Zappo Mon 18-Feb-13 11:19:58

It seems that most parents above who seem to follow the "conventional style" are offering choices, being playful, explaining and using a variety of methods that include UP.

And although I practise a lot of UP (and don't use time out or reward charts in particular), I'm not immune to shouting or wrestling a truculent 2 year old into a pushchair.

In matters of safety you often have to use a bit of physical coercion. I'm not going to leave a 2yr old sitting in a poey nappy so I'll try to do it playfully but if not I'm afraid I'll have to chase you around and wrestle you to the ground!

Our worlds really aren't so far apart.

BertieBotts Mon 18-Feb-13 11:23:30

Exactly Zappo smile

Mumble I don't think EC has been mentioned on this thread has it? But anyway I'd prefer to have done EC because I hate changing nappies so much, I'd rather wipe bottoms. Unfortunately DS had other ideas. (He also hated nappy changes, though, so perhaps he would have preferred me to just let him roam free...)

RememberTheGoodTimes Mon 18-Feb-13 11:27:30

<<Wonders how on earth all the conventional parents would have cope with a child that doesn't do reward chart or punishment....>>

cory Mon 18-Feb-13 11:38:30

RemembertheGoodTimes Mon 18-Feb-13 11:27:30
<<Wonders how on earth all the conventional parents would have cope with a child that doesn't do reward chart or punishment....>>

In my case, with a combination of wrestling, death stare and whatever else seemed a good idea at the time.

kimorama Mon 18-Feb-13 11:52:27

A rather silly phrase, perhaps

MavisG Mon 18-Feb-13 12:34:33

EC's great! Far fewer nappy changes, especially as they get older. Our son was dry at night from 12 months (we stopped using a back-up nappy at 15 months). In my experience kids love it. And it's not something you have to be 100% committed to all the time - nappy back-ups (washable or disposable) are fine. You can just offer the child at easy times for you, eg on waking. Far easier to wipe bums than change nappies.

MavisG Mon 18-Feb-13 12:37:06

Oh and it is a silly phrase - our childminder just laughed and said of course she'd sit my oldest on the potty when he signalled or when she thought he might want to go (we started at 9mo) - it's what she used to do with her babies when at home, to get them used to it.

LaQueen Mon 18-Feb-13 13:28:45

Message withdrawn at poster's request.

BertieBotts Mon 18-Feb-13 13:36:30

It doesn't take forever, though, or being invariably late. Obviously if you're going to be late for something important and the refusal is unexpected then at times you might just have to strap them in, although that doesn't work as well when the problem isn't just getting them in but getting them to stay in and not take the belt/straps off!

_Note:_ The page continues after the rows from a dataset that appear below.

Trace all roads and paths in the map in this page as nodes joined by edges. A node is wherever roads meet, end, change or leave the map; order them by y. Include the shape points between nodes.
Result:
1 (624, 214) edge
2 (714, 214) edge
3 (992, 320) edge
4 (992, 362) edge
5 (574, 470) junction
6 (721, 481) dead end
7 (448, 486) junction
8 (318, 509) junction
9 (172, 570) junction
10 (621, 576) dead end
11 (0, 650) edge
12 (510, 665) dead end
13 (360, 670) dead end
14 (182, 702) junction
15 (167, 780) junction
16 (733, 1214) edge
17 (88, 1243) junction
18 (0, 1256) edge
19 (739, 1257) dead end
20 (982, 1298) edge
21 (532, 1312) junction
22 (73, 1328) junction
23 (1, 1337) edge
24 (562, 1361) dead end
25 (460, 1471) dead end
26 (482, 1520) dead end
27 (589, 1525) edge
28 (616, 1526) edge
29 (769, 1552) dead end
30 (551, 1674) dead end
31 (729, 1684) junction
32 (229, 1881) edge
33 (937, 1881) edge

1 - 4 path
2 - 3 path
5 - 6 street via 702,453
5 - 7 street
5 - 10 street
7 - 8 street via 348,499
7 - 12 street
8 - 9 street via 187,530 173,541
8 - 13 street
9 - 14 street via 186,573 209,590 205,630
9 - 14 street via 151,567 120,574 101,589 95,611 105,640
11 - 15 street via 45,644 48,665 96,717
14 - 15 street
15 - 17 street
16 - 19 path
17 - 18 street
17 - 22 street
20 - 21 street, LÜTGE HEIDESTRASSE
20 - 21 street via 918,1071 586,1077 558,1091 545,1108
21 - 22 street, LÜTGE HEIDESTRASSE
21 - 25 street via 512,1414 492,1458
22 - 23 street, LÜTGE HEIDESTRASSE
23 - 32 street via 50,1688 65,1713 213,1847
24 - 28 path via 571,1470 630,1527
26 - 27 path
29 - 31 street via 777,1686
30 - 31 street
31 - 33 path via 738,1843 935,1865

LaQueen Mon 18-Feb-13 13:45:23

Message withdrawn at poster's request.

BertieBotts Mon 18-Feb-13 14:06:37

Okay, perhaps it does take a little longer smile

I disagree by the way that UP is about letting children know that they have options. There were certainly never any options about riding in a car seat or not, and 99% of the time it was never a problem - even when he learned he could reach to undo it himself he was happy to wait until he was told it was ok to undo the seat.

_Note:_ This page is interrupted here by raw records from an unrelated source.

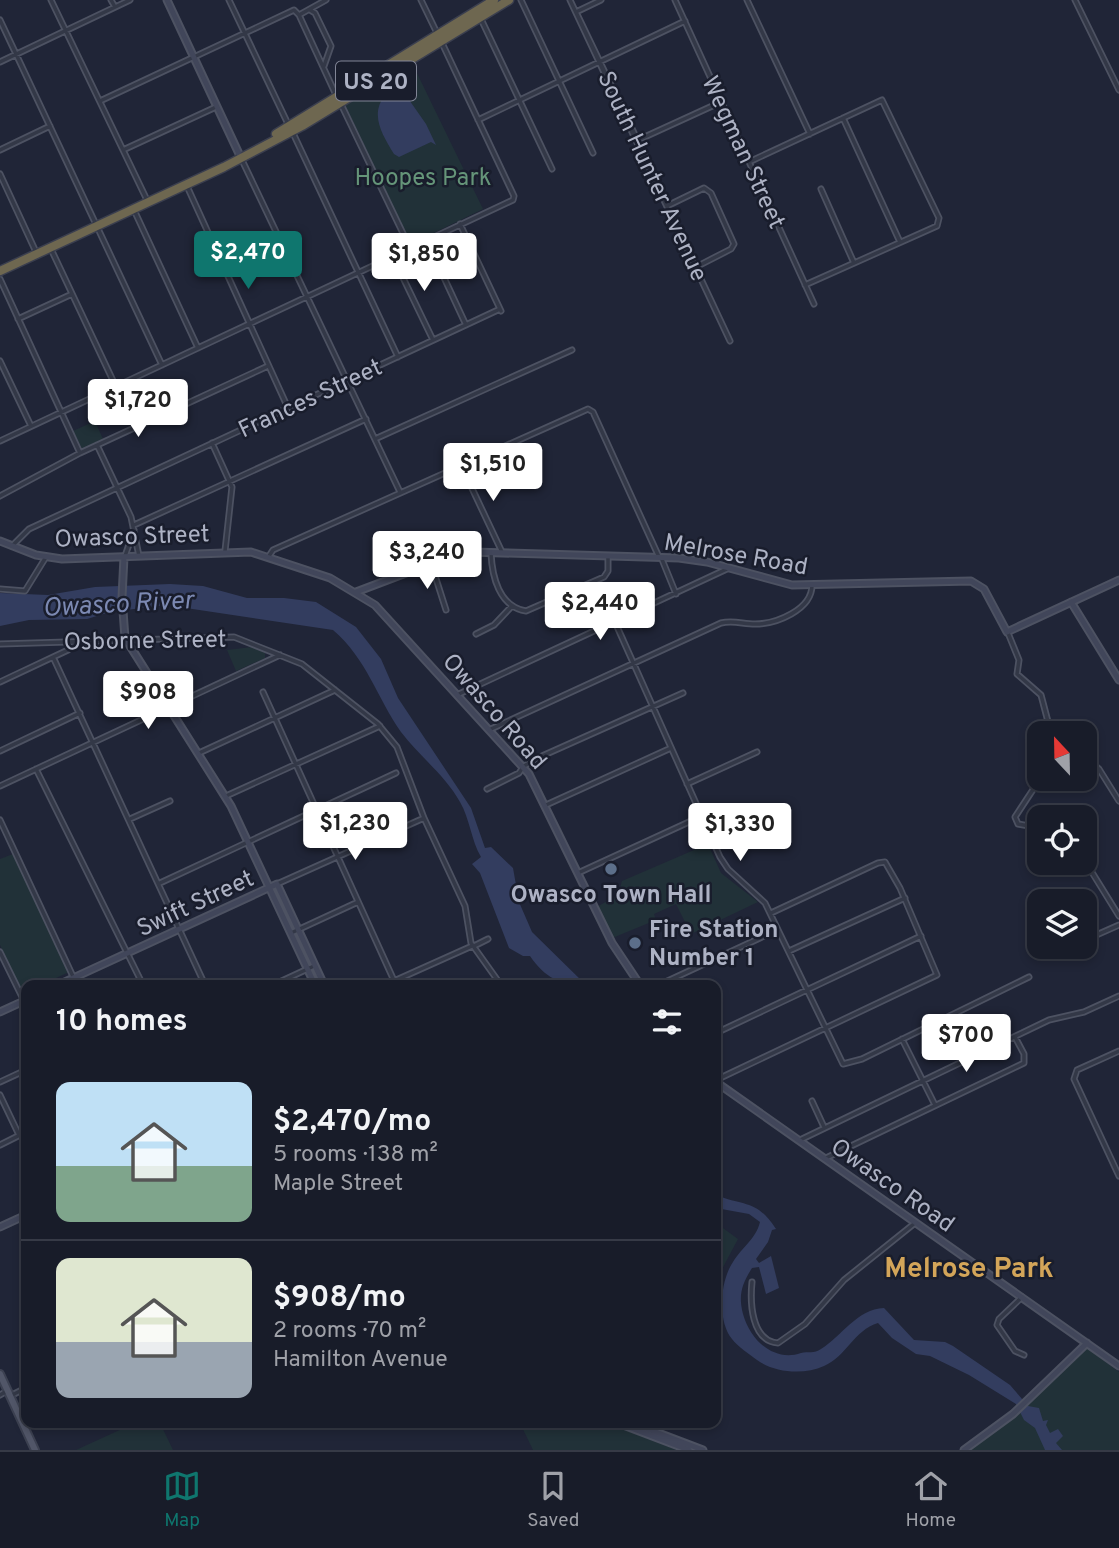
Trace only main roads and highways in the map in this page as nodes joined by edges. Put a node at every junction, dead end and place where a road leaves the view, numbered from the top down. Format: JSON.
{"nodes":[{"id":1,"x":167,"y":0,"type":"edge"},
{"id":2,"x":494,"y":0,"type":"edge"},
{"id":3,"x":509,"y":0,"type":"edge"},
{"id":4,"x":479,"y":14,"type":"junction"},
{"id":5,"x":241,"y":158,"type":"junction"},
{"id":6,"x":0,"y":271,"type":"edge"},
{"id":7,"x":0,"y":541,"type":"edge"},
{"id":8,"x":124,"y":557,"type":"junction"},
{"id":9,"x":1119,"y":580,"type":"edge"},
{"id":10,"x":356,"y":592,"type":"junction"},
{"id":11,"x":1071,"y":602,"type":"junction"},
{"id":12,"x":1119,"y":680,"type":"edge"},
{"id":13,"x":273,"y":886,"type":"junction"},
{"id":14,"x":69,"y":980,"type":"edge"},
{"id":15,"x":312,"y":980,"type":"edge"},
{"id":16,"x":321,"y":980,"type":"edge"},
{"id":17,"x":637,"y":980,"type":"edge"},
{"id":18,"x":21,"y":1003,"type":"edge"},
{"id":19,"x":0,"y":1012,"type":"edge"},
{"id":20,"x":721,"y":1085,"type":"edge"},
{"id":21,"x":21,"y":1217,"type":"edge"},
{"id":22,"x":0,"y":1227,"type":"edge"},
{"id":23,"x":1087,"y":1343,"type":"junction"},
{"id":24,"x":1119,"y":1366,"type":"edge"},
{"id":25,"x":0,"y":1374,"type":"edge"},
{"id":26,"x":21,"y":1419,"type":"edge"},
{"id":27,"x":25,"y":1428,"type":"edge"},
{"id":28,"x":631,"y":1428,"type":"edge"},
{"id":29,"x":645,"y":1428,"type":"edge"},
{"id":30,"x":35,"y":1450,"type":"edge"},
{"id":31,"x":689,"y":1450,"type":"edge"},
{"id":32,"x":703,"y":1450,"type":"edge"},
{"id":33,"x":964,"y":1450,"type":"edge"}],
"edges":[{"from":1,"to":5,"type":"main road"},
{"from":2,"to":4,"type":"highway","number":"US 20"},
{"from":3,"to":4,"type":"highway","number":"US 20"},
{"from":4,"to":5,"type":"highway","number":"US 20"},
{"from":5,"to":6,"type":"highway","number":"US 20"},
{"from":7,"to":8,"type":"main road","name":"Owasco Street"},
{"from":8,"to":10,"type":"main road","name":"Owasco Street"},
{"from":8,"to":13,"type":"main road"},
{"from":9,"to":11,"type":"main road"},
{"from":10,"to":11,"type":"main road","name":"Melrose Road"},
{"from":10,"to":17,"type":"main road","name":"Owasco Road"},
{"from":11,"to":12,"type":"main road"},
{"from":13,"to":14,"type":"main road","name":"Swift Street"},
{"from":13,"to":15,"type":"main road"},
{"from":13,"to":16,"type":"main road"},
{"from":18,"to":19,"type":"main road"},
{"from":20,"to":23,"type":"main road","name":"Owasco Road"},
{"from":21,"to":22,"type":"main road"},
{"from":23,"to":24,"type":"main road","name":"Owasco Road"},
{"from":23,"to":33,"type":"main road"},
{"from":25,"to":26,"type":"main road"},
{"from":27,"to":30,"type":"main road"},
{"from":28,"to":31,"type":"main road"},
{"from":29,"to":32,"type":"main road"}]}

We had a problem quite recently because his grandparents (without my knowledge) had been putting the shoulder strap under his arm instead of over it, I have no idea why, perhaps because they thought he'd be more comfortable like that. So of course he wanted to wear the strap like that and we ended up stopping on the side of a dual carriageway because I wasn't prepared to let him travel like that, but it was never myself or DP who had given him that option. On that occasion I did threaten him with having to go back into the "baby" seat if he couldn't sit in this seat properly, although this was desperation since he's over the weight limit anyway. And then also let him get out of the seat for a minute so that I could adjust the cover which he'd managed to twist off by slouching in it, and so we let him have a little stretch inside the car and a little break for us too, because it was a long journey and he'd been pretty good and non-complaining apart from this car seat issue. I explained where the belt needed to go and that it kept him safe. I don't think he gave a fig about being kept safe in honesty, but he didn't argue about where it was supposed to be again and didn't try to wriggle out or take it off.